Semua sudah berlalu dan jadi pengalaman dan pelajaran berharga. Bermodalkan kegagalan tersebut, aku justru semakin sensitif dan mencoba jeli melihat potensi baik yang ada pada setiap anak, meski kadang sudah merasa sangat buntu. Dan jika telah sangat buntu, aku akan rehat sejenak dan membuka buku kembali. Yaps.. guru juga butuh guru. Jika tak bisa bertemu langsung, buku cukup jua tuk jadi penawar.

Menyalakan Binar Baca

Sudah lama aku tak begitu antusias membaca buku. Ajaibnya, tantangan kali ini mampu mendongkrak antusias baca itu kembali. Ku rasakan sensasi binarnya saat melihat buku MI-nya pak Munif Chatib yang ada di playbook, yang jarang aku buka. Maklum, empat tahun nonaktif dari dunia pendidikan dirasa cukup menjadi alasan. ✌😁✌

Projek pertamaku adalah menuntaskan buku orangtuanya manusia. Sembari itu, aku akan langsung mempraktikkan discovering ability pada dua ponakan lelakiku.

❤ Hasil discovering ability Hari ini :

Saat nonton lomba 17-an, ada momen wooowww yang tanpa terduga terjadi. Babang yang sedang asik bersepeda, dengan inisiatifnya sendiri, turun dan mengambil bola adeknya yang ditendang oleh teman mainnya (videonya ada di halaman Facebook saya).

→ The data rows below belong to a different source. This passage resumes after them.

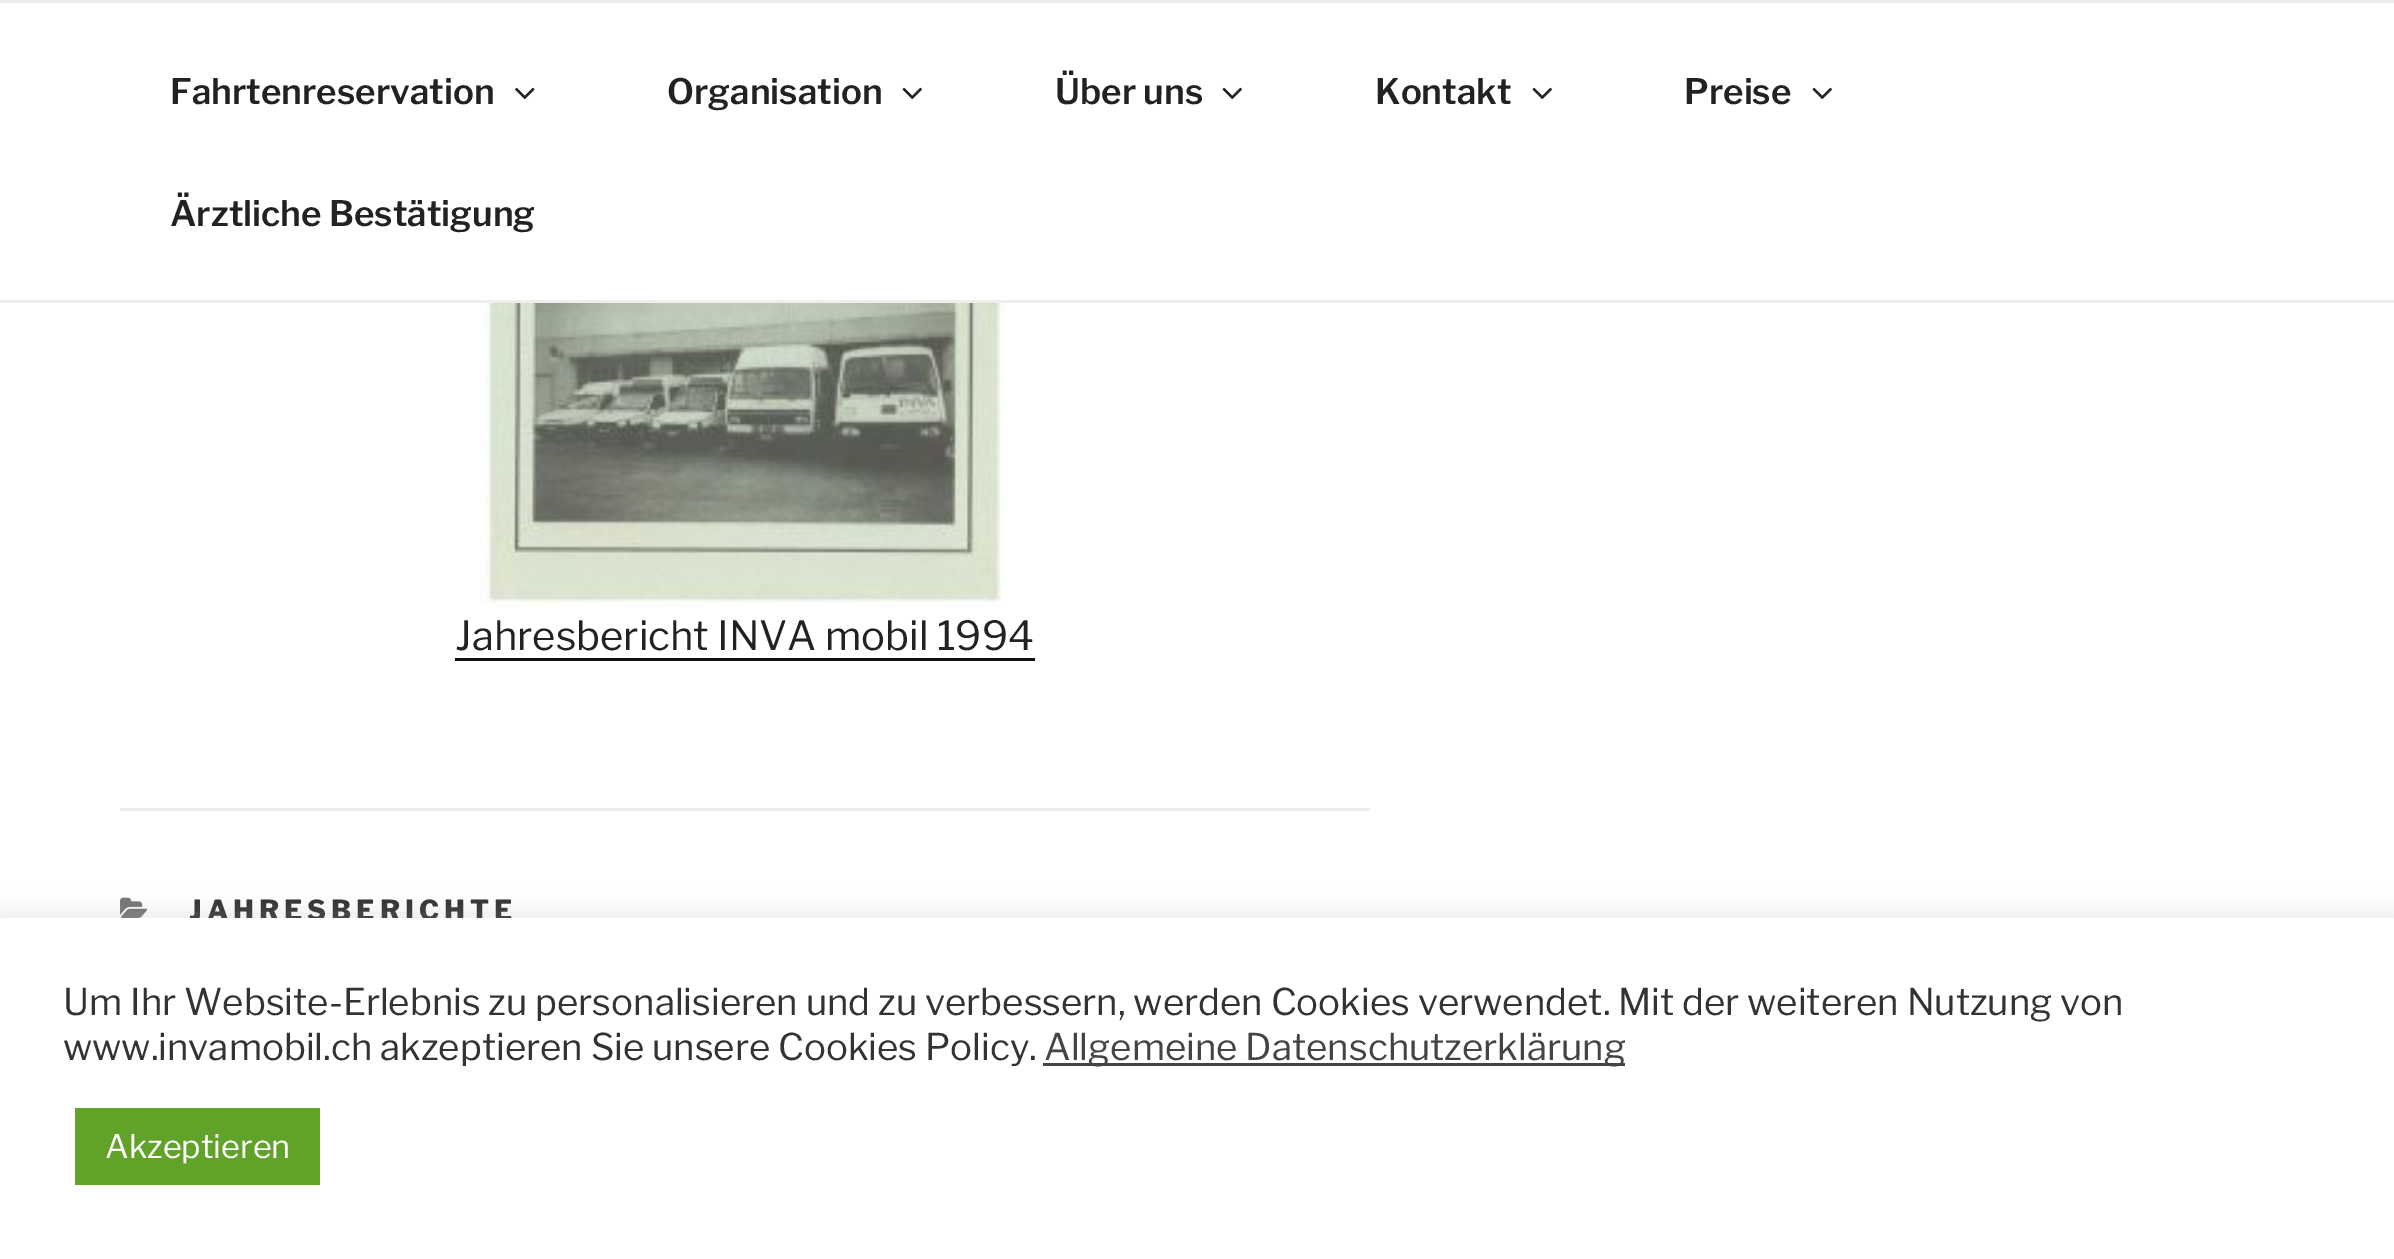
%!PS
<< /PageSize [2394 1259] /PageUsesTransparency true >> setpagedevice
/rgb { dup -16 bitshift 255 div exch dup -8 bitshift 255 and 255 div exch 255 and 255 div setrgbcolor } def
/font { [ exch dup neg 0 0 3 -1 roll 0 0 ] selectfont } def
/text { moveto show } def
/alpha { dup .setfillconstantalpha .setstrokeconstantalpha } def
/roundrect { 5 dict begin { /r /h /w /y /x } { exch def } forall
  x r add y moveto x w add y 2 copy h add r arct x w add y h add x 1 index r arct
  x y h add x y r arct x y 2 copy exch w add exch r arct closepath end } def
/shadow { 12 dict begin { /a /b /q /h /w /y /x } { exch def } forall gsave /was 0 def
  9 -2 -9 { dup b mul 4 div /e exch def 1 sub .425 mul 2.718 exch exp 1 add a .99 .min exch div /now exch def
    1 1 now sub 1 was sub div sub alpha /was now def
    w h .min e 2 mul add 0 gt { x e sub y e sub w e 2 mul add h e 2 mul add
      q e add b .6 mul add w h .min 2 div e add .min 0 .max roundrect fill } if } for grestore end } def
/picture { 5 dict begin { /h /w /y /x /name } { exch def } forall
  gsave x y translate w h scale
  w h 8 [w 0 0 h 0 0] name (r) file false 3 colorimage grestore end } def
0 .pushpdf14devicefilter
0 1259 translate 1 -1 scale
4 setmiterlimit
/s1 { /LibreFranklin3-Thin 35 font 16#222222 rgb } def
/s2 { /LibreFranklin-Thin 40 font 16#222222 rgb } def
/s3 { /LibreFranklin-Thin 36.67 font 16#333333 rgb } def
/s4 { /LibreFranklin-Thin 36.67 font 16#444444 rgb } def
/s5 { /LibreFranklin-Thin 32.5 font 16#FFFFFF rgb } def
16#FFFFFF rgb
0 0 2394 1259 rectfill
16#EEEEEE rgb
0 0 2394 3 rectfill
0 300 2394 3 rectfill
s1
(Fahrtenreservation) 170 104 text
(pic1.raw) 515 87 20 13 picture
(Organisation) 667 104 text
(pic2.raw) 902 87 20 13 picture
(Über uns) 1055 104 text
(pic2.raw) 1222 87 20 13 picture
(Kontakt) 1375 104 text
(pic2.raw) 1532 87 20 13 picture
(Preise) 1684 104 text
(pic2.raw) 1812 87 20 13 picture
(Ärztliche Bestätigung) 170 226 text
(pic3.raw) 480 303 526 304 picture
s2
(Jahresbericht INVA mobil 1994) 455 650 text
16#0F0F0F rgb
455 658 580 3 rectfill
16#EEEEEE rgb
120 808 1250 3 rectfill
(pic4.raw) 120 897 28 21 picture
/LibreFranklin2-Thin 27.5 font
16#333333 rgb
189 920 moveto 5 0 (JAHRESBERICHTE) ashow
16#ACABAB rgb
0 915 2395 343 0 12.5 0.3 shadow
16#FFFFFF rgb
0 918 2394 341 rectfill
s3
(Um Ihr Website-Erlebnis zu personalisieren und zu verbessern, werden Cookies verwendet. Mit der weiteren Nutzung von) 63 1015 text
(www.invamobil.ch akzeptieren Sie unsere Cookies Policy.) 63 1060 text
16#444444 rgb
1043 1063 582 3 rectfill
(Allgemeine Datenschutzerklärung) 1044 1060 text
16#61A229 rgb
75 1108 245 77 rectfill
s5
(Akzeptieren) 105 1158 text
.poppdf14devicefilter showpage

👍 intrapersonal : melakukan sendiri tanpa diminta, tanpa instruksi

👌 Interpersonal : menunjukkan kepedulian, kasih sayang.

👏 Change factor : Kalau berdua masih suka rebutan, kalau ada orang lain atau saat dibutuhkan, dia mulai bisa memposisikan dirinya sebagai Abang.

✊ Spiritual : terwakili oleh kalimat di atas.